**Your assignment**.
Taking the data below, please print only the lines from the line holding "ring pip: (615, 942)" to the line holding "pinky pip: (122, 171)", inclusive, with pictures omitted.

**Input data**.
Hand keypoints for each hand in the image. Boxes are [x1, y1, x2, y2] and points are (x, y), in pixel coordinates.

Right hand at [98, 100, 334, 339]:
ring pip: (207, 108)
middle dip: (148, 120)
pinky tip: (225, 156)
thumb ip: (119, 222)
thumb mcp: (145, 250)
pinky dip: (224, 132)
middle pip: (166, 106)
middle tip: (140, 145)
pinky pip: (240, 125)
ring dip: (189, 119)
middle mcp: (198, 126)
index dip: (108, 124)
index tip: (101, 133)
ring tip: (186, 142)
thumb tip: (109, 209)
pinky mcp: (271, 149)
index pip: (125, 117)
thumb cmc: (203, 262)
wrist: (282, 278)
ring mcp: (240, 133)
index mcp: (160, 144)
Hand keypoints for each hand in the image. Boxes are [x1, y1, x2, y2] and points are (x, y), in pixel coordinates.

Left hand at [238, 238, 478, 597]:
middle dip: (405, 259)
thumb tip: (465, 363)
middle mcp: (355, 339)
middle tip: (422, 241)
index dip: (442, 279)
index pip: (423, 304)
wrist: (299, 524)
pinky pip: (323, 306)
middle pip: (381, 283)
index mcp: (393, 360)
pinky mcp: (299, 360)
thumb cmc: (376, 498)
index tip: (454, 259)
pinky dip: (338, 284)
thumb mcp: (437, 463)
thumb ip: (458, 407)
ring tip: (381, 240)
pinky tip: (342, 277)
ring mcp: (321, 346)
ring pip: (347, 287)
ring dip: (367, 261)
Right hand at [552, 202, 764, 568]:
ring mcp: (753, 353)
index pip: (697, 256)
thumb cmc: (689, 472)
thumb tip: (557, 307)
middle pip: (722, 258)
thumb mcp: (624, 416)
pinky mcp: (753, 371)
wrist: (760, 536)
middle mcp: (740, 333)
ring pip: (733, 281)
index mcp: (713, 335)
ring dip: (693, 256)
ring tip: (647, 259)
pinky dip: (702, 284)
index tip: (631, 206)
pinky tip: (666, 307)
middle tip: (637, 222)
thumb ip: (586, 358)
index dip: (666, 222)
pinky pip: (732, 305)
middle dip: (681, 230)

...

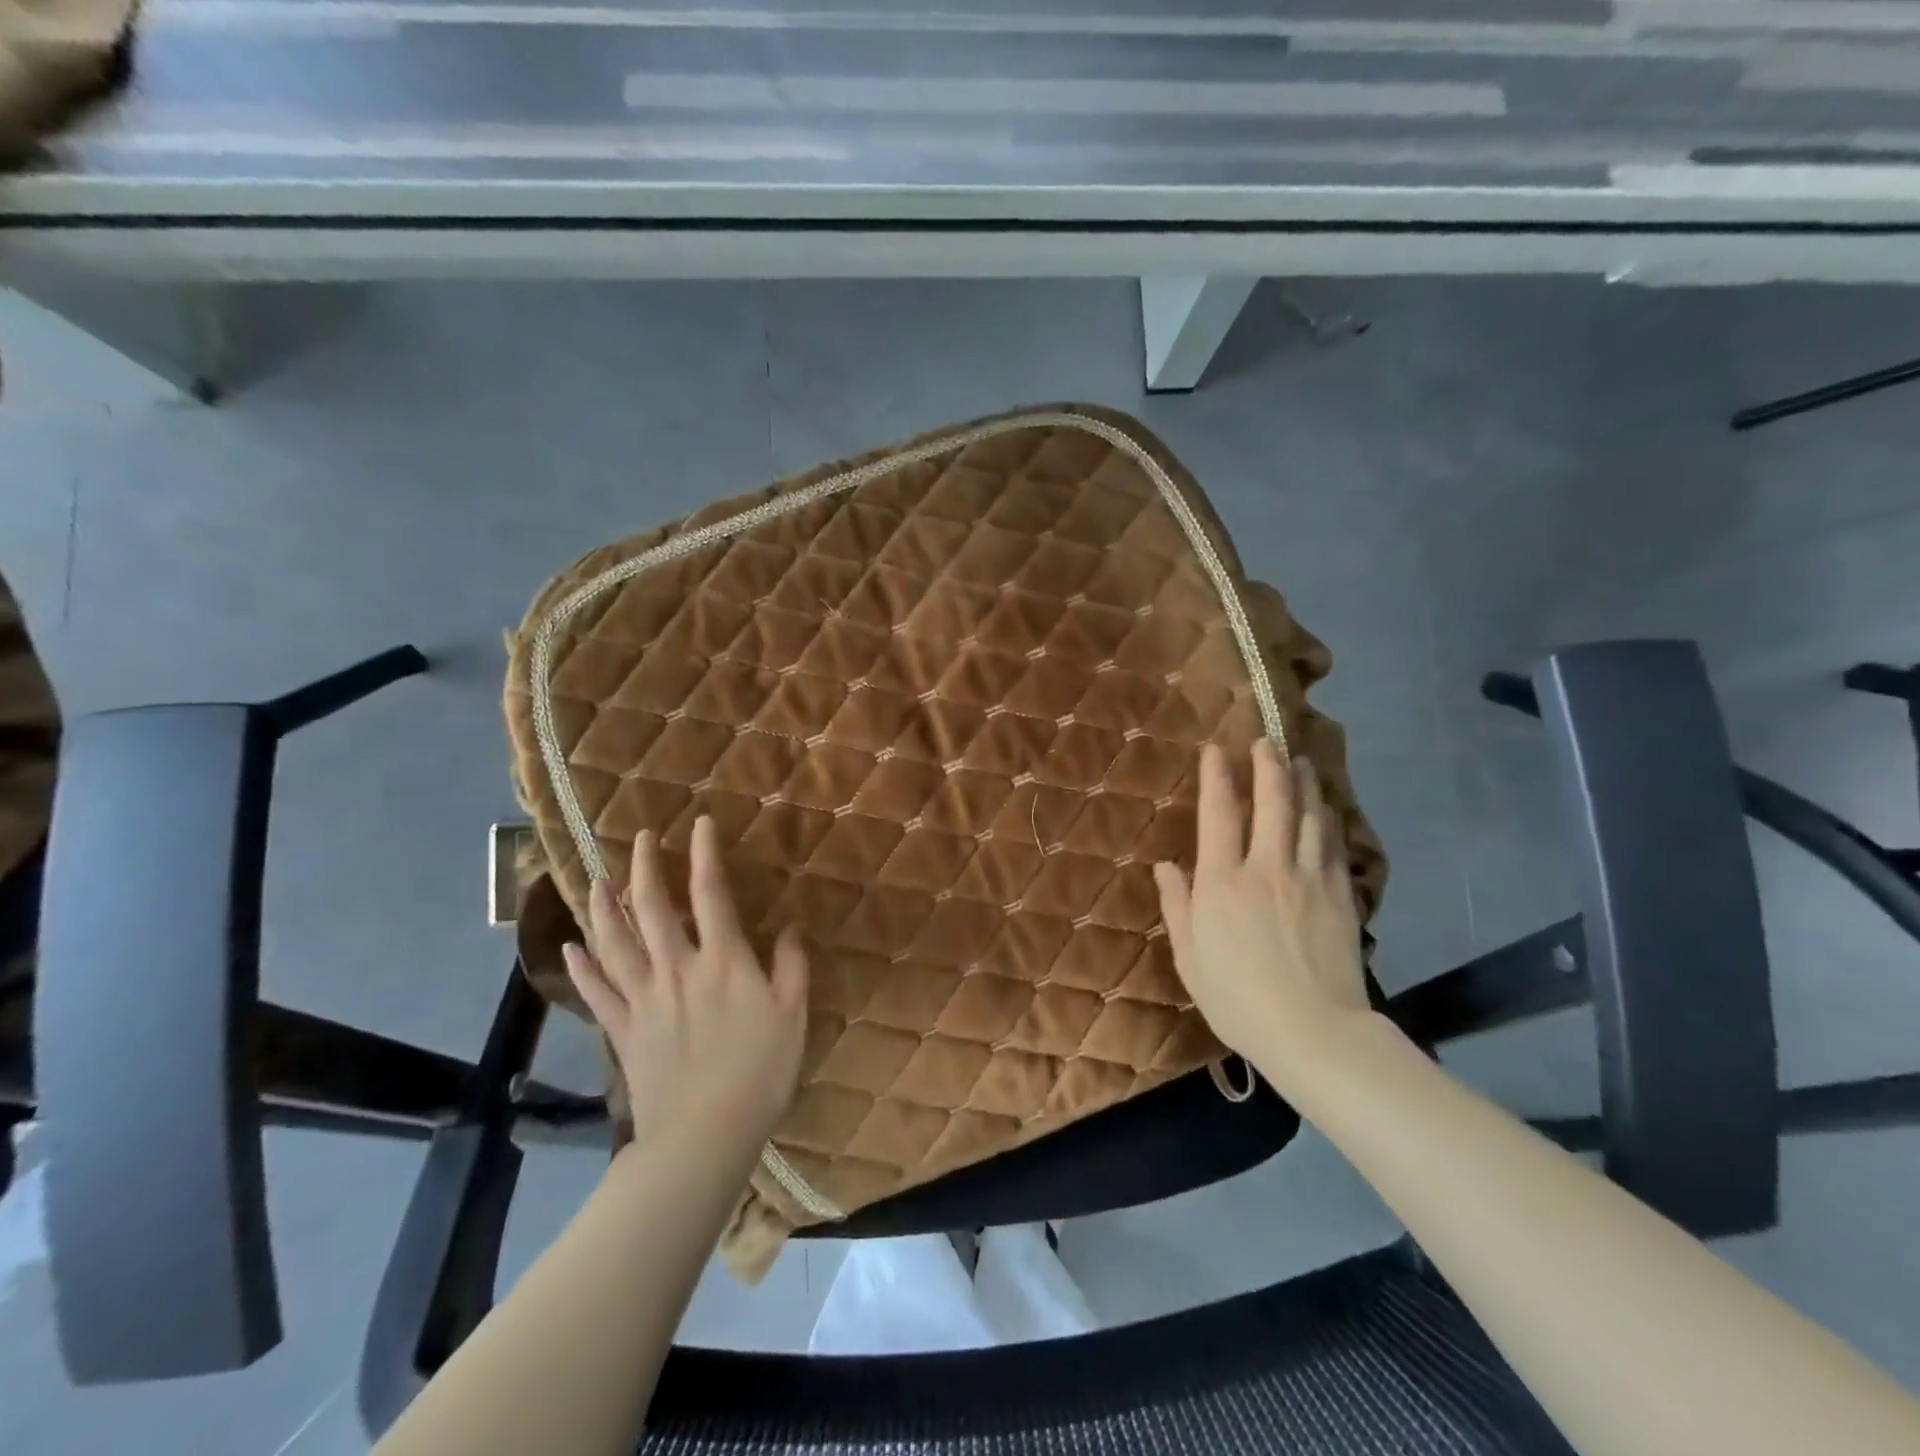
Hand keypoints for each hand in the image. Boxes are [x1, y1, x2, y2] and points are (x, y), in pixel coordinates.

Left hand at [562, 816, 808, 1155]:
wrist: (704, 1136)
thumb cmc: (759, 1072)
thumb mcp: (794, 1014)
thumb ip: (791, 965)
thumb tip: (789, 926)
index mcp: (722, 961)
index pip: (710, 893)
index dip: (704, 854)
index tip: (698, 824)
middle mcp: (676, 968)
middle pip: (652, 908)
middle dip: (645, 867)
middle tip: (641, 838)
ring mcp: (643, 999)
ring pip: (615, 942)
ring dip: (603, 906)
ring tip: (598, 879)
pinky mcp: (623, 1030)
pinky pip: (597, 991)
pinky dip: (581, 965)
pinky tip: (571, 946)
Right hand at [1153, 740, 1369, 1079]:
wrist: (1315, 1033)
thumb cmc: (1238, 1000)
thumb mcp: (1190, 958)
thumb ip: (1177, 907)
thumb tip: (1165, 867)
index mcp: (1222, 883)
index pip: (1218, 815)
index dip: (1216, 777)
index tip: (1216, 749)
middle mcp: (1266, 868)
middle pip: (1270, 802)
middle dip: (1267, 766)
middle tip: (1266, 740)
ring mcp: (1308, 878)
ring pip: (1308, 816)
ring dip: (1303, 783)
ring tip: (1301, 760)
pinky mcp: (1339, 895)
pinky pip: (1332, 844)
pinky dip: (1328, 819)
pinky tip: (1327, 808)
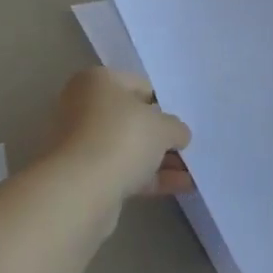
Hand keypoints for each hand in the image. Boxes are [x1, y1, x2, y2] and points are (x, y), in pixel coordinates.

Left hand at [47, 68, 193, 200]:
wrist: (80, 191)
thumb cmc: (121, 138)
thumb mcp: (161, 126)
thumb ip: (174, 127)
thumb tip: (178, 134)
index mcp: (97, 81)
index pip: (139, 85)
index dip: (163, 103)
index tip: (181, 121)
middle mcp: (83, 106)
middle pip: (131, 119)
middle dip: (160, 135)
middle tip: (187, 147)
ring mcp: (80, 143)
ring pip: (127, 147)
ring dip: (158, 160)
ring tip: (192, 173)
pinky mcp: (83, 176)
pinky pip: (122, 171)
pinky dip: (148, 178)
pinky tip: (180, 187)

**Solution**.
ring pip: (615, 942)
ring dip: (603, 906)
ring tip: (598, 879)
pinky mcp: (623, 1030)
pinky pip: (597, 991)
pinky dip: (581, 965)
pinky tip: (571, 946)
Right hand at [1153, 740, 1369, 1079]:
wrist: (1315, 1033)
thumb cmc: (1238, 1000)
thumb mcp: (1190, 958)
thumb ip: (1177, 907)
thumb tip: (1165, 867)
index mcp: (1222, 883)
index pip: (1218, 815)
index dip: (1216, 777)
index tip: (1216, 749)
middle mcp: (1266, 868)
middle pip: (1270, 802)
middle dip: (1267, 766)
middle tip: (1266, 740)
ring mcp: (1308, 878)
ring pip: (1308, 816)
ring dip: (1303, 783)
ring tip: (1301, 760)
pinky mcp: (1339, 895)
pinky pip: (1332, 844)
pinky dip: (1328, 819)
pinky tip: (1327, 808)
Hand keypoints for each hand in the image. Boxes are [x1, y1, x2, y2] and points are (x, y), in pixel coordinates.

Left hand at [47, 68, 193, 200]:
wrist: (80, 191)
thumb cmc: (121, 138)
thumb mcp: (161, 126)
thumb ip: (174, 127)
thumb tip: (178, 134)
index mcp: (97, 81)
index pip: (139, 85)
index dip: (163, 103)
index tip: (181, 121)
middle mcp: (83, 106)
middle pip: (131, 119)
middle dip: (160, 135)
middle tip: (187, 147)
ring mcp: (80, 143)
ring pip: (127, 147)
ring dip: (158, 160)
ring tip: (192, 173)
pinky mcp: (83, 176)
pinky pip: (122, 171)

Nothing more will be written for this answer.